A representative OCT image of the scattering phantom with the RS target layer beneath 2 scattering layers is shown in figure 3(a). The mean intensity of the polyethylene spectral lines (normalized to the surface RS intensity) is plotted as a function of the thickness of the overlying scattering layers in figure 3(b). The data indicates that the RS signal intensity decays exponentially with increasing depth. This relationship was supported by the high correlation coefficient (R2 = 0.994) that is obtained when the data is fit to an exponential decay. The fit was then used to calculate the 1/e2 falloff depth of 531 µm.

Figure 3.

Figure 3

Representative Clinical Measurements

An OCT image of normal skin from the forearm of a 62 year old male is shown in figure 4(a). The epidermal layer can be observed as a slightly darker band that is most apparent near the black arrow on the far right of the image. The OCT image from the adjacent lesion is shown in figure 4(b). The image from the lesion site shows a number of hyper-reflective (green arrows) and hypo-reflective (asterisk) features that contrast with the relative homogeneity of the normal skin image, and could suggest the presence of malignancy. Histological analysis revealed the skin had a loss of dermal papillae and the presence of some inflammatory infiltrate, which indicates the lesion was primarily a scar with some residual inflammation (fig. 4(c)). The corresponding mean Raman spectra from the two sites are shown in figure 4(d). The approximate Raman acquisition axes are overlaid in red on the OCT images. Overall the spectra are fairly similar, with an increase in the RS intensity in the scar tissue spectra in the band from 1250 to 1350 cm−1.

Figure 4.

Figure 4

Figure 5 depicts the RS-OCT data collected from a 67 year old male with a BCC over the right temple. Again, the OCT image of the adjacent normal skin (fig. 5(a)), shows a generally homogenous subsurface morphology, although some subsurface hypo-reflective features can be seen (green arrows). The white arrow identifies a region where the epidermal-dermal boundary is the most clear. The OCT image of the lesion (fig. 5(b)), however, clearly shows the presence of dark hyper-reflective features that suggest a potential BCC. In comparison to the normal image, the epidermal-dermal boundary is much more clearly defined in the vicinity of the lesion. The histopathology (fig 5(c)) depicts the presence of tumor cell nests (arrows) that are characteristic of nodular BCC. The Raman spectra (fig. 5(d)) show a similar overall line shape, but there are distinct differences in the bands centered at 1090 cm−1, 1340 cm−1, and 1440 cm−1 (shaded areas).

Figure 5.

Figure 5

Discussion

Since the Raman scattering phenomena itself is inherently weak, collection efficiency is an important factor in the design of clinical RS probes. In the skin, both confocal and non-confocal approaches have been utilized for in vivo measurements(9,23). Although confocal RS facilitates high axial resolution, it comes as the expense of collection efficiency, since a great deal of the out-of-focus light is rejected by the confocal aperture. Moreover, it remains unclear as to whether high spatial resolution is necessary to perform accurate diagnosis of skin cancer. In a study by Lieber et. al, confocal RS spectra acquired in 20 µm increments from the surface down to 100 µm were combined together to represent a RS instrument with decreased axial selectivity(24). The authors reported classification of skin cancer in these spectra with > 90% accuracy, which suggests that reliable diagnosis is possible without a confocal collection geometry. This finding motivated the weakly focused RS illumination and collection geometry in the current RS-OCT probe in order to prioritize collection efficiency over spatial resolution.
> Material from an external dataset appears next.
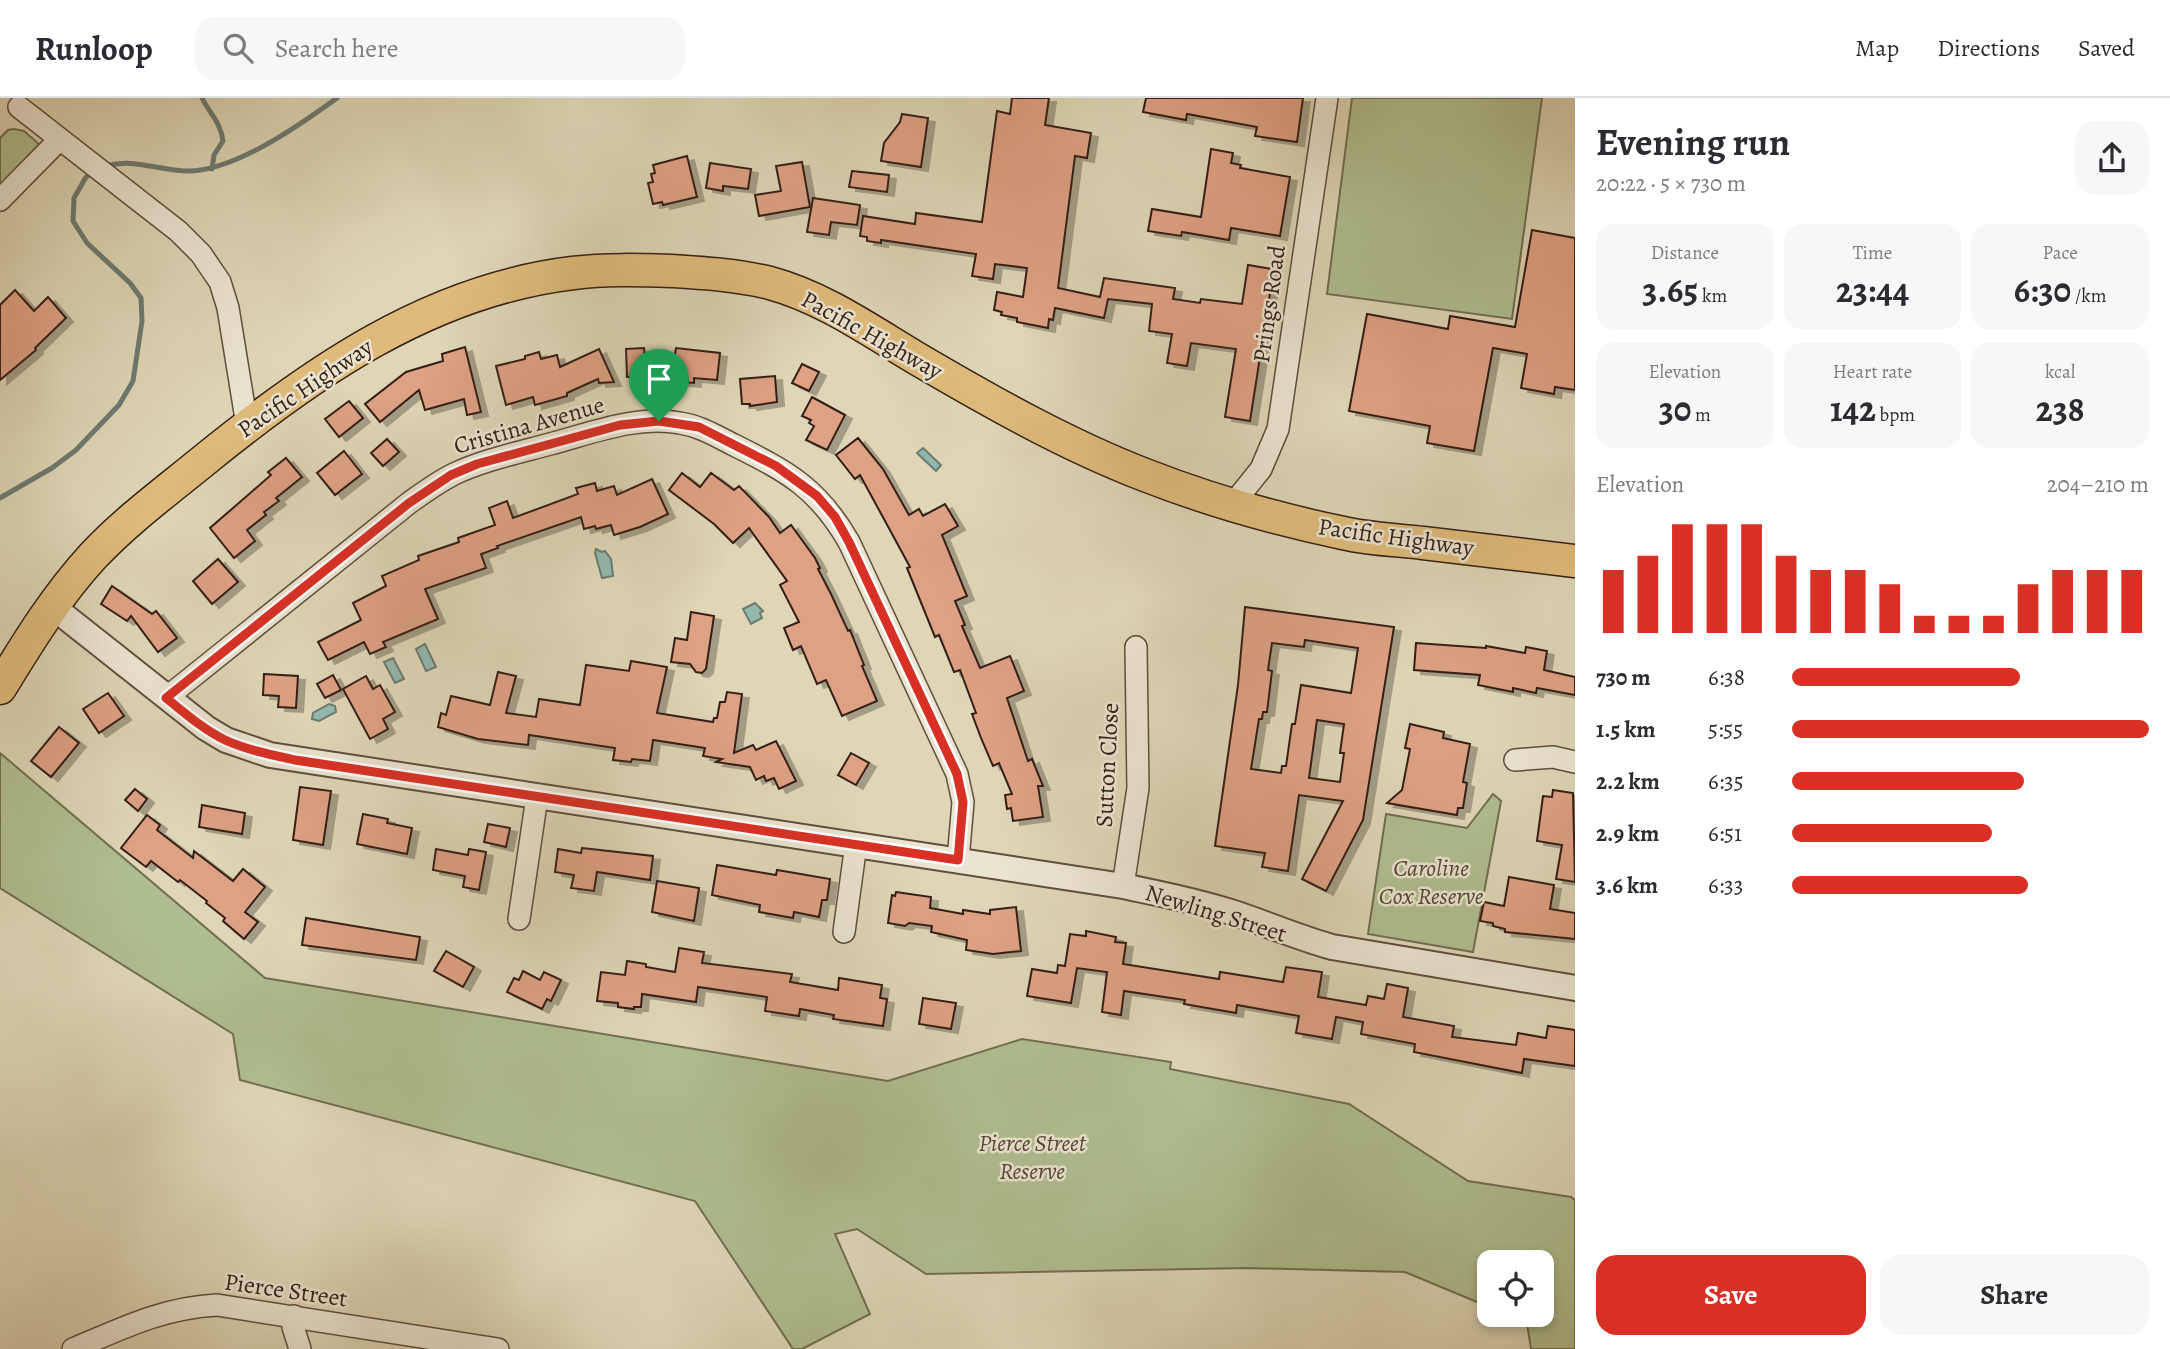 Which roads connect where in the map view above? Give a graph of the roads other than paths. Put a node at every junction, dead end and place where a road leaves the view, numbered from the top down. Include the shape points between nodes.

Although the PSF of the RS axial response in the absence of scattering was estimated at 1.8 mm, this figure is likely not representative of the probe’s performance in highly scattering media, such as the skin. The scattering phantom experiments were therefore designed to develop a better understanding of the RS axial profile of the lesions measured in the clinic. The results show that the RS signal is surface weighted. It is important to understand that the depth-integrated spectra reported by Lieber et. al assigned an equal weight to spectra from each individual depth. Direct comparisons between data sets is therefore not warranted, nor is direct application of the classification algorithms developed by Lieber et. al.

Calculation of the 1/e2 falloff point of the axial response allows a quantitative characterization of the RS penetration depth at roughly 500 µm (fig. 3(b)). This figure will certainly vary from patient-to-patient as well as from lesion-to-lesion, however 500 µm serves as a good initial approximation in the skin and provides an important frame of reference when attempting to interpret spectra acquired in the clinic. Although the use of glycerol as an optical clearing agent has been shown to increase the depth from which signals can be collected in both OCT and RS(25), the RS signature of glycerol(26) overlaps many of the bands previously identified as relevant to skin disease(9,12,24,27). Since the ultimate objective of the device reported here is to perform classification of both malignant and non-malignant lesions with subtly different RS signatures, organic optical clearing agents, such as glycerol, were not applied due to concern that the clearing agent could skew the measured spectral signatures and confound the performance of classification algorithms. However, more work is needed before any definitive conclusion can be reached.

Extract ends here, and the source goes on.